Sporotrichosis is caused by the fungus Sporothrix schenckii, which is found in vegetation. Infection commonly occurs when the skin is broken while handling plant materials such as rosebushes, briars, or mulch-rich dirt.

Sporotrichosis can be an occupational disease (for farmers, horticulturists, rose gardeners, plant nursery workers). Widespread (disseminated) sporotrichosis can develop in immunocompromised people when they inhale spore-laden dust.

Symptoms and Signs

  • Once the mold spores move into the skin, the disease takes days-to-months to develop.
  • The first symptom is a firm bump (nodule) on the skin that can range in color from pink to nearly purple. The nodule is usually painless or only mildly tender.
  • The nodule may develop an open sore (ulcer) that may drain clear fluid.
  • Untreated, the nodule and the ulcer become chronic and may remain unchanged for years.
  • In very rare cases, the infection can spread to other parts of the body.
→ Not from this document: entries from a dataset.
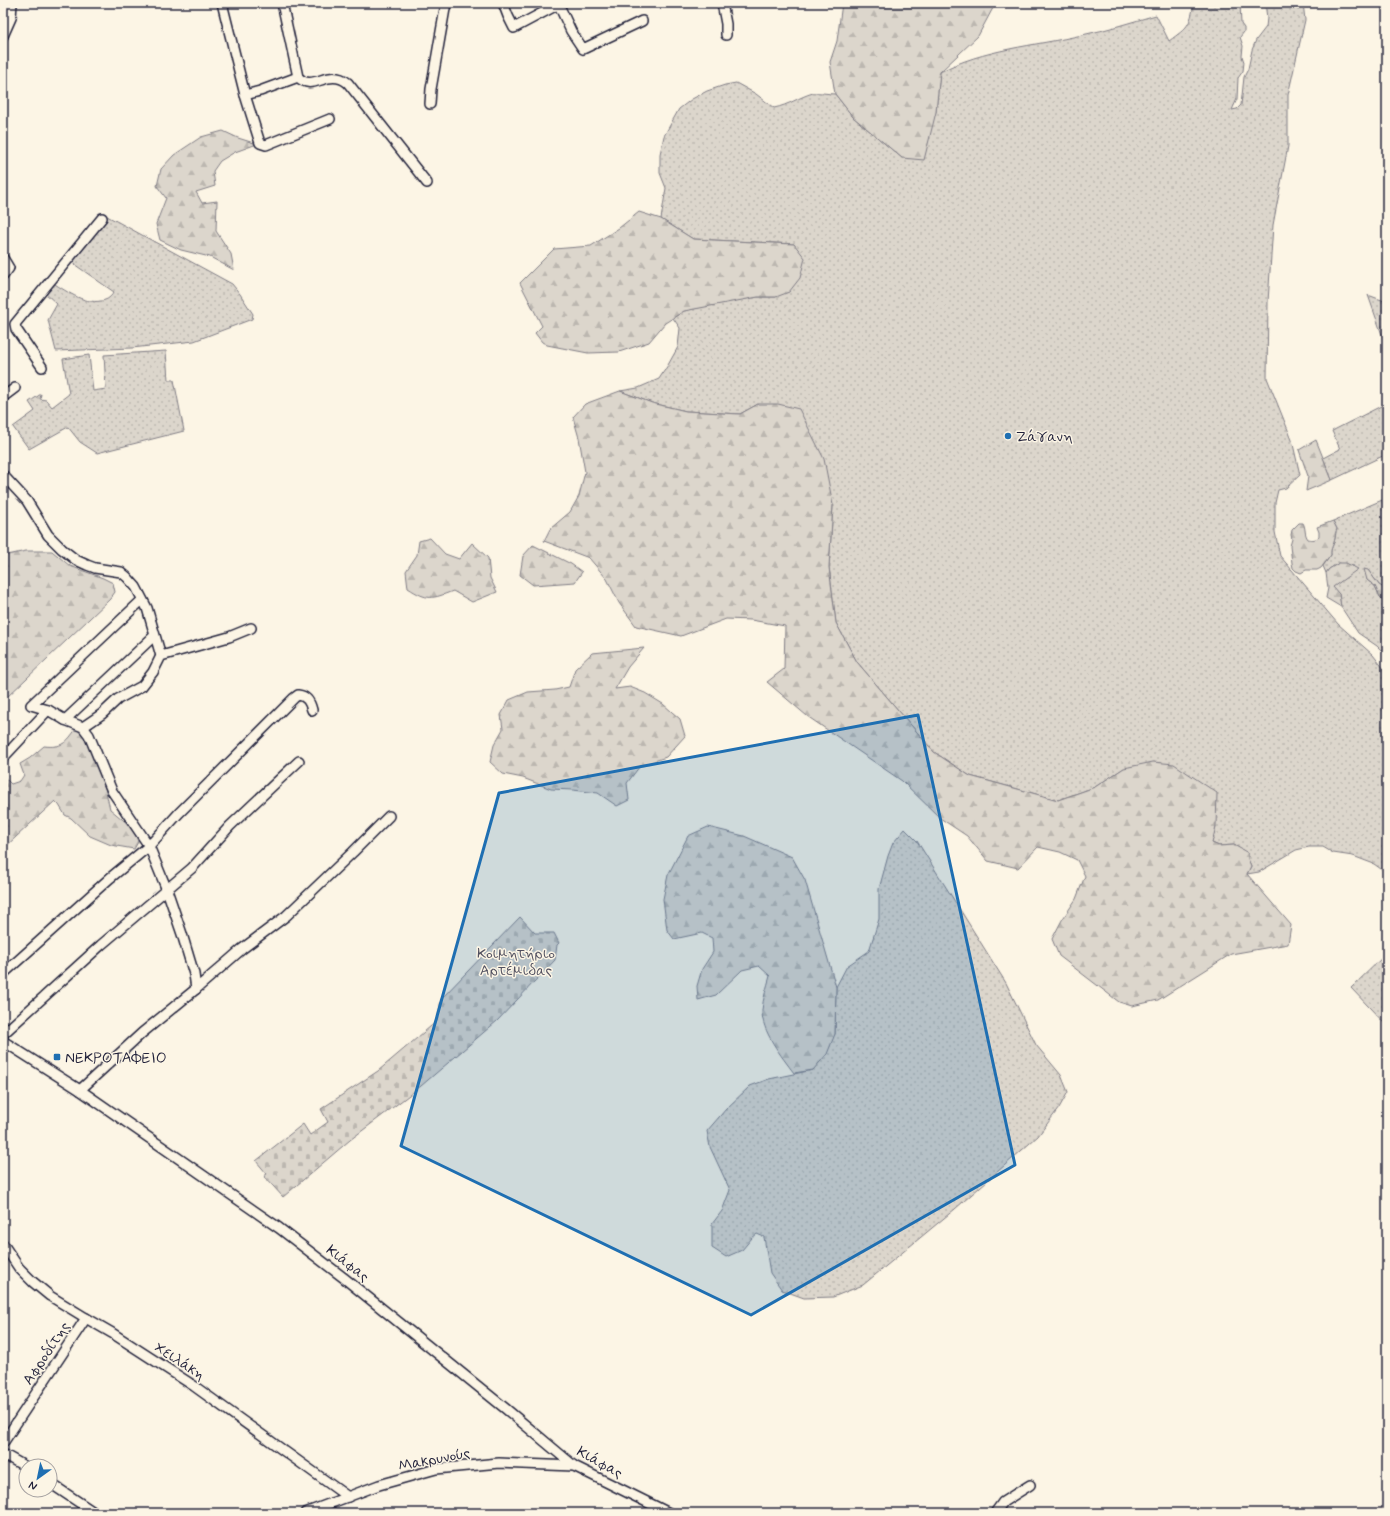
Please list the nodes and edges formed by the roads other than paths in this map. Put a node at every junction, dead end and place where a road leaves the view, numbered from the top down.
1 (12, 3) edge
2 (222, 3) edge
3 (282, 3) edge
4 (446, 3) edge
5 (503, 3) edge
6 (558, 3) edge
7 (722, 3) edge
8 (642, 21) dead end
9 (3, 36) edge
10 (726, 36) dead end
11 (298, 76) junction
12 (245, 95) junction
13 (430, 104) dead end
14 (330, 119) dead end
15 (427, 183) dead end
16 (102, 218) dead end
17 (3, 258) edge
18 (3, 276) edge
19 (42, 367) dead end
20 (15, 388) dead end
21 (3, 397) edge
22 (3, 475) edge
23 (142, 600) junction
24 (251, 628) dead end
25 (154, 636) junction
26 (161, 656) junction
27 (48, 710) junction
28 (312, 710) dead end
29 (65, 720) junction
30 (83, 727) junction
31 (3, 758) edge
32 (299, 761) dead end
33 (389, 816) dead end
34 (149, 846) junction
35 (167, 890) junction
36 (3, 974) edge
37 (196, 989) junction
38 (3, 1034) edge
39 (3, 1041) edge
40 (80, 1090) junction
41 (3, 1244) edge
42 (86, 1318) junction
43 (3, 1443) edge
44 (3, 1454) edge
45 (18, 1462) edge
46 (574, 1466) junction
47 (1030, 1485) dead end
48 (58, 1488) edge
49 (348, 1497) junction
50 (95, 1513) edge
51 (305, 1513) edge
52 (669, 1513) edge
53 (995, 1513) edge

1 - 9 street
2 - 12 street
3 - 11 street
4 - 13 street
5 - 6 street
6 - 8 street
7 - 10 street
11 - 12 street
11 - 15 street
12 - 14 street
16 - 19 street
17 - 18 street
20 - 21 street
22 - 23 street
23 - 25 street
23 - 27 street
24 - 26 street
25 - 26 street
25 - 29 street
26 - 30 street
27 - 29 street
27 - 31 street
28 - 34 street
29 - 30 street
30 - 34 street
32 - 35 street
33 - 37 street
34 - 35 street
34 - 36 street
35 - 37 street
35 - 38 street
37 - 40 street
39 - 40 street, Κιάφας
40 - 46 street, Κιάφας
41 - 42 street, Χειλάκη
42 - 43 street, Αφροδίτης
42 - 49 street, Χειλάκη
44 - 45 street
46 - 49 street, Μακρυνούς
46 - 52 street, Κιάφας
47 - 53 street
48 - 50 street
49 - 51 street, Μακρυνούς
    • The disease can infect the bones, joints, lungs, and brain.
    • Such spreading usually occurs only in people with a weakened immune system.
    • These infections can be life threatening and are difficult to treat.

Diagnostic tests

Culture of S. schenckii in sputum, pus, or bone drainage confirms the diagnosis. Histologic identification is difficult. Despite pulmonary symptoms, few definitive abnormalities appear on a chest X-ray.

Demineralization of bone is evident on X-ray for osteoarticular sporotrichosis. Draining sinuses appear over joints and lesions. Pulmonary sporotrichosis presents as a single, chronic, cavitary lesion of the upper lobe of the lung. S. schenckii is difficult to obtain from cerebrospinal fluid.


The cutaneous lymphatic form of the disease usually responds to application of a saturated solution of potassium iodide, usually continued for 1 month after lesions heal. The extracutaneous form responds to I.V amphortericin B but may requires several weeks of treatment.


Safer sex behavior can help prevent infection with HIV, the virus that causes AIDS. People with compromised immune systems should try to minimize exposure by taking measures like wearing thick gloves while gardening.